- **YOUR ASSIGNMENT**
Please filter the listing for the string "down" and copy each matching line.

- **INPUT MATERIAL**
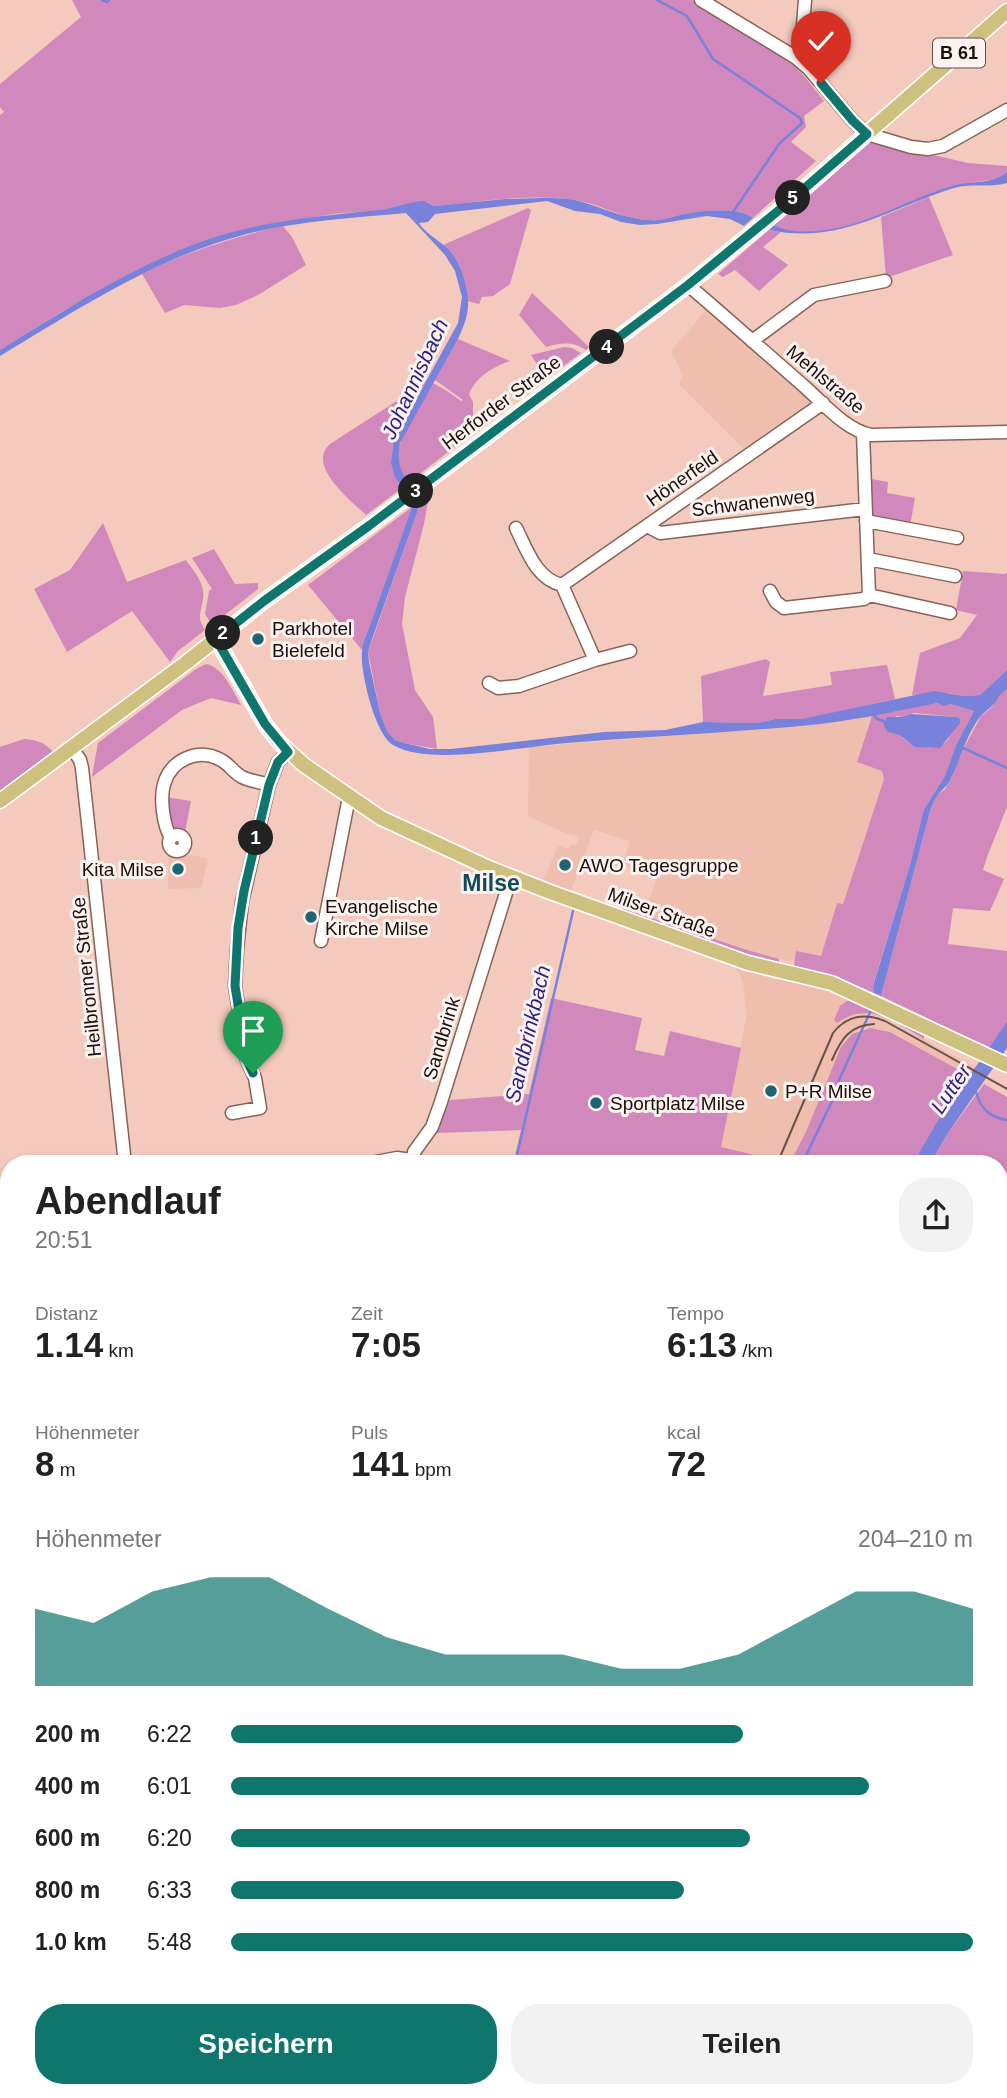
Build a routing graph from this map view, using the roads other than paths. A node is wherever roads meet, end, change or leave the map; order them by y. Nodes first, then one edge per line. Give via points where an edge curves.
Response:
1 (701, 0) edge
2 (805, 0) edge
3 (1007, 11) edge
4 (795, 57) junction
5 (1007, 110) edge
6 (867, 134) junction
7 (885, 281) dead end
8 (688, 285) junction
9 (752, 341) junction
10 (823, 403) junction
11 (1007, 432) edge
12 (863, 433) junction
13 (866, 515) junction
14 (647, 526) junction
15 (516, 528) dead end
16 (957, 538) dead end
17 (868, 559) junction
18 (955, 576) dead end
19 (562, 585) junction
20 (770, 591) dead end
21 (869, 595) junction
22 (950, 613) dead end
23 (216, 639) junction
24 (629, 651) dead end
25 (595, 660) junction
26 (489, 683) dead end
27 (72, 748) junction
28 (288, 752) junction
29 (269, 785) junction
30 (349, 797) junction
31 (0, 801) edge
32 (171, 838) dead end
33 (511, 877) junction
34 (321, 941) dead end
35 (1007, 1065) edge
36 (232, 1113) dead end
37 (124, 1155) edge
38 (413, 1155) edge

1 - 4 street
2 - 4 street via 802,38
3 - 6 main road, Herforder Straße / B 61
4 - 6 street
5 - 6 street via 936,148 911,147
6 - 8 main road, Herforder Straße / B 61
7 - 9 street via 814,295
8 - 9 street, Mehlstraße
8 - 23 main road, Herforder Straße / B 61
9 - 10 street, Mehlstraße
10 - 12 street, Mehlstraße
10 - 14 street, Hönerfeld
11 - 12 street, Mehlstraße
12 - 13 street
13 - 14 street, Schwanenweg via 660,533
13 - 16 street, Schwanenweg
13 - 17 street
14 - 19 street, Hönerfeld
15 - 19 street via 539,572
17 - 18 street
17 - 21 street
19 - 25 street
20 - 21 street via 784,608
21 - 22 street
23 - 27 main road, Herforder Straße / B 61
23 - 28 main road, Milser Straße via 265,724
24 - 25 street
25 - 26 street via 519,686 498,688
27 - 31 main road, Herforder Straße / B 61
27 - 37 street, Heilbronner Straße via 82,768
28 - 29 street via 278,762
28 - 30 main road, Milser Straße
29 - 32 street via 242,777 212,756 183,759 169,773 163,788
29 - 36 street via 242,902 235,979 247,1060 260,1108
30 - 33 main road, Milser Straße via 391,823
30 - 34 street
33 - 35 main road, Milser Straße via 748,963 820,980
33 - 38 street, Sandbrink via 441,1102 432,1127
...
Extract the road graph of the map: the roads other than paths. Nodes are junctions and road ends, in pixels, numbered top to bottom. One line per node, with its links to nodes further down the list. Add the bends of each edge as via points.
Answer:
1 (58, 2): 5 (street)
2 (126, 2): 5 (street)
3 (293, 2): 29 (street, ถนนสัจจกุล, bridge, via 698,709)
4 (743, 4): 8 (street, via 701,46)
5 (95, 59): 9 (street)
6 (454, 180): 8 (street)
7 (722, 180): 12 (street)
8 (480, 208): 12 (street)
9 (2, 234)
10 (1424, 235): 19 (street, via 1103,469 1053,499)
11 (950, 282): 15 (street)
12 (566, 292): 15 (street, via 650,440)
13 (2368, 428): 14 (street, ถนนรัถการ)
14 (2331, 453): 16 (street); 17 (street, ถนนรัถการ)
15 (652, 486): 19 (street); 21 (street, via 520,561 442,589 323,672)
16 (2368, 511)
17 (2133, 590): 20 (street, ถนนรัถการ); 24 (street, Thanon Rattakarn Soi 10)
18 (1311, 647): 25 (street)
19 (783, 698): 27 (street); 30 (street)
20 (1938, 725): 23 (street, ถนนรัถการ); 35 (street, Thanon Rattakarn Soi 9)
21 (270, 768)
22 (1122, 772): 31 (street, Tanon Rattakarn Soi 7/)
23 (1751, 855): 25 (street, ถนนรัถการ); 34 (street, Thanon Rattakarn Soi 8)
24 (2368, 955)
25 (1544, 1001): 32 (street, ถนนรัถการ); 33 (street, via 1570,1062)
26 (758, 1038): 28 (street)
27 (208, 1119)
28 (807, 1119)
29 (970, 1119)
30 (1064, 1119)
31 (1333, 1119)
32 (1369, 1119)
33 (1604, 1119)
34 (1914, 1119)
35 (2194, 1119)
...
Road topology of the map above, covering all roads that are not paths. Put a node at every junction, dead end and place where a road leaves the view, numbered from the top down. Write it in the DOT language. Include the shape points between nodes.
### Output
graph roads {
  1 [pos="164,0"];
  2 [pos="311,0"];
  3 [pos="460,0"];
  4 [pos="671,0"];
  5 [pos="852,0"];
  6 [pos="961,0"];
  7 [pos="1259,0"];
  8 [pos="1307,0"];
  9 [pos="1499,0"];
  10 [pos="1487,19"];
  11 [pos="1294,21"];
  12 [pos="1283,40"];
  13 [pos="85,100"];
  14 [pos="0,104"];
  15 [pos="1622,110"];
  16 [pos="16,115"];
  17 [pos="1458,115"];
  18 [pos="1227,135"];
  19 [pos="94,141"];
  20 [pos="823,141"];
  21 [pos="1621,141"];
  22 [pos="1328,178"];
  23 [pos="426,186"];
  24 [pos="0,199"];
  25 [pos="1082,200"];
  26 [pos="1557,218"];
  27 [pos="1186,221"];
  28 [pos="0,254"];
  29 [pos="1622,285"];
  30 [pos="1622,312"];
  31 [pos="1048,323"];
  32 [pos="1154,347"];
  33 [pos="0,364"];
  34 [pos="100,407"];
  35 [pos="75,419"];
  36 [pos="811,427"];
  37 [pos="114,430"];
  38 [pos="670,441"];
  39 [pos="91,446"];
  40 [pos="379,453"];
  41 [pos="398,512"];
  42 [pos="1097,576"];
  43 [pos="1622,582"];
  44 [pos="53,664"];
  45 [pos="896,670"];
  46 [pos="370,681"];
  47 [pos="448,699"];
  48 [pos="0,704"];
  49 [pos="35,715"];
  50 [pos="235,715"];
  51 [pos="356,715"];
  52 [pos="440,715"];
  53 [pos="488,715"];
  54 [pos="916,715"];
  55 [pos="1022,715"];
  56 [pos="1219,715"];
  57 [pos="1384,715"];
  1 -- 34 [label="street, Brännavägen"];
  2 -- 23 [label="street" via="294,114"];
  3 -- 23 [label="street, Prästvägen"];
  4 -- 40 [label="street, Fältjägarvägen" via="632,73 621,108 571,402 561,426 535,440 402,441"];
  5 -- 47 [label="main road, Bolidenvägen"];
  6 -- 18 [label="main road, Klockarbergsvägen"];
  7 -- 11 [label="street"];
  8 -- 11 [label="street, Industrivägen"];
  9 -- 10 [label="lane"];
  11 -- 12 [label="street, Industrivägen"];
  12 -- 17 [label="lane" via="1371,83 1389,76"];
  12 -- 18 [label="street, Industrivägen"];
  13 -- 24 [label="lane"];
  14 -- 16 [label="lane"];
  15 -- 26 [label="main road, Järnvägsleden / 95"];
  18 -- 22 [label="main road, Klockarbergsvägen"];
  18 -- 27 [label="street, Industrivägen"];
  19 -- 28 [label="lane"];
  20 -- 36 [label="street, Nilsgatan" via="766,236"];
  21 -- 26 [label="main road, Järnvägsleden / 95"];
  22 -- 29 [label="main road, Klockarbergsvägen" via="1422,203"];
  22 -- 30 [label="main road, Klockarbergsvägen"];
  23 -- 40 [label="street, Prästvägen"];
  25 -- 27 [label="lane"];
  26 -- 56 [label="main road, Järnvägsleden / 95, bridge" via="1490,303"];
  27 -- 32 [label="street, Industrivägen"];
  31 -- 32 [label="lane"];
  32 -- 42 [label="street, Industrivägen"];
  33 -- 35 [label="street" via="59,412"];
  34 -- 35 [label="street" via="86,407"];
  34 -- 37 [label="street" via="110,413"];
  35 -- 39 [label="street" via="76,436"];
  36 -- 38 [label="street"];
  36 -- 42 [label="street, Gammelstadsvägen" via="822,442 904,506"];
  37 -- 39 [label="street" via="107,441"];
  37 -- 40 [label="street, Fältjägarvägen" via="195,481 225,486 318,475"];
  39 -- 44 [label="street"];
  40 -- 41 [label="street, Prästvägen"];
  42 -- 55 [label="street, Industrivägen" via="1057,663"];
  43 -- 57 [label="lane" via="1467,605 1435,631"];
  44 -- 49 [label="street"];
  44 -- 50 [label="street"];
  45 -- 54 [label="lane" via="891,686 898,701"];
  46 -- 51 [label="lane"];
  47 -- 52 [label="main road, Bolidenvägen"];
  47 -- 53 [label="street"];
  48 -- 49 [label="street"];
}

- **RESULT OF THE EXERCISE**
Extract the road graph of the map: the roads other than paths. Nodes are junctions and road ends, in pixels, numbered top to bottom. One line per node, with its links to nodes further down the list. Add the bends of each edge as via points.
Road topology of the map above, covering all roads that are not paths. Put a node at every junction, dead end and place where a road leaves the view, numbered from the top down. Write it in the DOT language. Include the shape points between nodes.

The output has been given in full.